Il est vrai que toutes les tortures de ses nuits, Mme Blanche les attribuait aux inquiétudes de la journée.

Les gens de justice étaient encore à Sairmeuse, et elle tremblait. Que fallait-il pour que de Chupin on remontât jusqu’à elle ? Un rien, une circonstance insignifiante. Qu’un paysan l’eût rencontrée avec Chupin, lors de leur rendez-vous, et les soupçons étaient éveillés et le juge d’instruction arrivait à Courtomieu.

— L’enquête terminée, pensait-elle, j’oublierai.

L’enquête finit, et elle n’oublia pas.

Darvin l’a dit : « C’est quand l’impunité leur est assurée que les grands coupables connaissent véritablement le remords. »

Mme Blanche devait justifier le dicton du plus profond observateur du siècle.

Et cependant l’atroce supplice qu’elle endurait ne détournait pas sa volonté du but qu’elle s’était fixé le jour de la visite de Martial.

Elle joua pour lui une si merveilleuse comédie, que touché, presque repentant, il revint cinq ou six fois, et enfin un soir demanda à ne pas rentrer à Montaignac.

Mais ni la joie de ce triomphe, ni les premiers étonnements du mariage, n’avaient rendu la paix à Mme Blanche.

Entre ses lèvres et les lèvres de Martial, se dressait encore, implacable épouvantement, le visage convulsé de Marie-Anne.

Il est vrai de dire que ce retour de son mari lui apportait une cruelle déception. Elle reconnut que cet homme, dont le cœur avait été brisé, n’offrait aucune prise, et qu’elle n’aurait jamais sur lui la moindre influence.

Et pour comble, il avait ajouté à ses tortures déjà intolérables, une angoisse plus poignante encore que toutes les autres.

Parlant un soir de la mort de Marie-Anne, il s’oublia et avoua hautement ses serments de vengeance. Il regrettait que Chupin fût mort, car il eût éprouvé, disait-il, une indicible jouissance à tenailler, à faire mourir lentement au milieu d’affreuses souffrances, le misérable empoisonneur.

Il s’exprimait avec une violence inouïe, d’une voix où vibrait encore sa puissante passion…

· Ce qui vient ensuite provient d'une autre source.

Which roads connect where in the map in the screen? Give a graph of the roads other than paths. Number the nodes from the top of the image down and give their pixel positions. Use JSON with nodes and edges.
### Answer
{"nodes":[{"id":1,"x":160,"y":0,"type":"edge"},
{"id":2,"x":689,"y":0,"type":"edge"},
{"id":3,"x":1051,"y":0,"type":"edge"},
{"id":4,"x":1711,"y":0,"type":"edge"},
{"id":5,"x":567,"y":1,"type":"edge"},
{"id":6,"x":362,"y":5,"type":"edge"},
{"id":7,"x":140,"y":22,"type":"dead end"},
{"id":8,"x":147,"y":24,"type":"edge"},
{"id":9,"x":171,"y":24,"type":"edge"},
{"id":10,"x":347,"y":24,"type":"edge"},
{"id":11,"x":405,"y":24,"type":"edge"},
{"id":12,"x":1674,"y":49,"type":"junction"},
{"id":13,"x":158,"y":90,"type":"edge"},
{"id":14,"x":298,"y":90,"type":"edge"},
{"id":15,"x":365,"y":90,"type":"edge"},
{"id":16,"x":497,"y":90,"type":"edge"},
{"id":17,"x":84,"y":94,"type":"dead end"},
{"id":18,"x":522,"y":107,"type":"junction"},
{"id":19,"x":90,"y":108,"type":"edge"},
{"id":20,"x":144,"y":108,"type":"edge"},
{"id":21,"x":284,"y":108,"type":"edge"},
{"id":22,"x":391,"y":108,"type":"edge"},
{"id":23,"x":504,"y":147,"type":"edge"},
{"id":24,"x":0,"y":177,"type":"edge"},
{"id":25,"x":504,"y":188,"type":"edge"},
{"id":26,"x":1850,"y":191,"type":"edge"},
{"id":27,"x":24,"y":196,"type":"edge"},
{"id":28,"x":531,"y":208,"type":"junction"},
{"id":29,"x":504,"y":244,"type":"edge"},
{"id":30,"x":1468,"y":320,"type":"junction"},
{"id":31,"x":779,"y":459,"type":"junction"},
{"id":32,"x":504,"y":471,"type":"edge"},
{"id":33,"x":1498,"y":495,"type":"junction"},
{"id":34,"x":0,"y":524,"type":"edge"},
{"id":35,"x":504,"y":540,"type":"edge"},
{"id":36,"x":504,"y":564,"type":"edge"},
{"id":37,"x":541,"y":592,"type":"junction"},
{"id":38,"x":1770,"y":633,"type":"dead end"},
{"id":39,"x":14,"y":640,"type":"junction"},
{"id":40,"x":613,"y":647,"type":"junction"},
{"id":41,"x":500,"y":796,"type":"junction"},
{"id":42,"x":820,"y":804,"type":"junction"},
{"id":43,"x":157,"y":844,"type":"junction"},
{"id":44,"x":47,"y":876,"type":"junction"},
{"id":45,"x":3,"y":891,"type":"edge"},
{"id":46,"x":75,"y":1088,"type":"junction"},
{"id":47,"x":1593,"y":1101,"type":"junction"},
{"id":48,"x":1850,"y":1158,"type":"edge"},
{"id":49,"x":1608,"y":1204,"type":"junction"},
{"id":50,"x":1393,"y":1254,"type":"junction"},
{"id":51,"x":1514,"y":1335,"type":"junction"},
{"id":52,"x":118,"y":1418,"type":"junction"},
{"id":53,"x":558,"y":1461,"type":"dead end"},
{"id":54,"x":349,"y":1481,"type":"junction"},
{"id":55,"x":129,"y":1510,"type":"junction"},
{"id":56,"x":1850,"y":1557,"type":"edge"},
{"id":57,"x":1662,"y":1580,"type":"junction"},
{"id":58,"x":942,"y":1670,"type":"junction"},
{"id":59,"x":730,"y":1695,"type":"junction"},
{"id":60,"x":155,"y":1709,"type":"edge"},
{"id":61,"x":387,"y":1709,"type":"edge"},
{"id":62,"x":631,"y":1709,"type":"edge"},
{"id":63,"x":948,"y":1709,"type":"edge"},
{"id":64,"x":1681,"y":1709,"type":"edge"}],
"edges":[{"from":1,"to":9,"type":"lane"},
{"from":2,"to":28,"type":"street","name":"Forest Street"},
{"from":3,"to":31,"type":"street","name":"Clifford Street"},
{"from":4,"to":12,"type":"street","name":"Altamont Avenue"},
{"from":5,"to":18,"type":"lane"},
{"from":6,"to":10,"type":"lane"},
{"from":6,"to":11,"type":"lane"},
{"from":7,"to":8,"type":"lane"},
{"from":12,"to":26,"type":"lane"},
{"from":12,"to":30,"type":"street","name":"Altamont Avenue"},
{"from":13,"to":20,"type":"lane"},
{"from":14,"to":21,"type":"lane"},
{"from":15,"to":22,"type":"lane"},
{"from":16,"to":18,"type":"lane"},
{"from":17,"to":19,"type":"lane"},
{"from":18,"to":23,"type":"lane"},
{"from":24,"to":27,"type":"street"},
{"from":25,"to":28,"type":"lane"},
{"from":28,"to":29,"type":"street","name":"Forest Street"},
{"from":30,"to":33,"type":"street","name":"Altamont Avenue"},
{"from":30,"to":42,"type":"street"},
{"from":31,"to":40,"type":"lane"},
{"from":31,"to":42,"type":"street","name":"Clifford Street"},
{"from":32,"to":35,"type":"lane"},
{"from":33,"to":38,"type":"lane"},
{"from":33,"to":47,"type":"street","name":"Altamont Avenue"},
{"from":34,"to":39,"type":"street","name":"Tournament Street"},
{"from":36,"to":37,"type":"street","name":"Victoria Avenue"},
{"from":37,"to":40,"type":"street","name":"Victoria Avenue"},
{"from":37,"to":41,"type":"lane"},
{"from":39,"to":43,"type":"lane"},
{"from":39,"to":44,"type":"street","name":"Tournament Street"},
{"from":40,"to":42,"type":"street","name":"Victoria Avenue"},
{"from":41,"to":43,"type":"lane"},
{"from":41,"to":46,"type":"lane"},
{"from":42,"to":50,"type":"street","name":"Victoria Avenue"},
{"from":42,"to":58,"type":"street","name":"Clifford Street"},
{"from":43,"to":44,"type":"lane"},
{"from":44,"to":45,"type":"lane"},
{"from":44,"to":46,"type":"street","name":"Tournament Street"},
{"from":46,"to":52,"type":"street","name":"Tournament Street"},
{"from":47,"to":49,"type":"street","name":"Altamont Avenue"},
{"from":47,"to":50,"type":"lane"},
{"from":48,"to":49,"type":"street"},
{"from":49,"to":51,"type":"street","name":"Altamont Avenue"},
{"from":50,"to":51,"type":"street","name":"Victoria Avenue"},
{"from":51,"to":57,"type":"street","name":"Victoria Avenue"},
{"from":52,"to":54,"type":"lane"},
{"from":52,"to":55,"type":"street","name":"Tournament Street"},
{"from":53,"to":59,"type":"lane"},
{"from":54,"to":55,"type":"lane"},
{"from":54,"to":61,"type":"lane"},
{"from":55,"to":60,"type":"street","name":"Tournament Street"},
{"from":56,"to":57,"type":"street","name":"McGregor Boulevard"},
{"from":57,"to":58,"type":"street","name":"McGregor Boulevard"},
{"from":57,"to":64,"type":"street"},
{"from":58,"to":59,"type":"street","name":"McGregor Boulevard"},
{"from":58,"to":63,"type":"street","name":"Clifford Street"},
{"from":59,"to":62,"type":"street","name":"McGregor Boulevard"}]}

Et Mme Blanche se demandait quel serait son sort, si jamais son mari venait à découvrir qu’elle était coupable… et il pouvait le découvrir…

C’est vers cette époque qu’elle commença à regretter de n’avoir pas tenu le serment fait à sa victime, et qu’elle résolut de faire rechercher l’enfant de Marie-Anne.

Mais, pour cela, il fallait à toute force qu’elle habitât une grande ville, Paris, par exemple, où, avec de l’argent, elle trouverait des agents habiles et discrets…

Il ne s’agissait que de décider Martial.

Le duc de Sairmeuse aidant, ce ne fût pas difficile, et, un matin, Mme Blanche rayonnante, put dire à tante Médie :

— Tante, nous partons d’aujourd’hui en huit.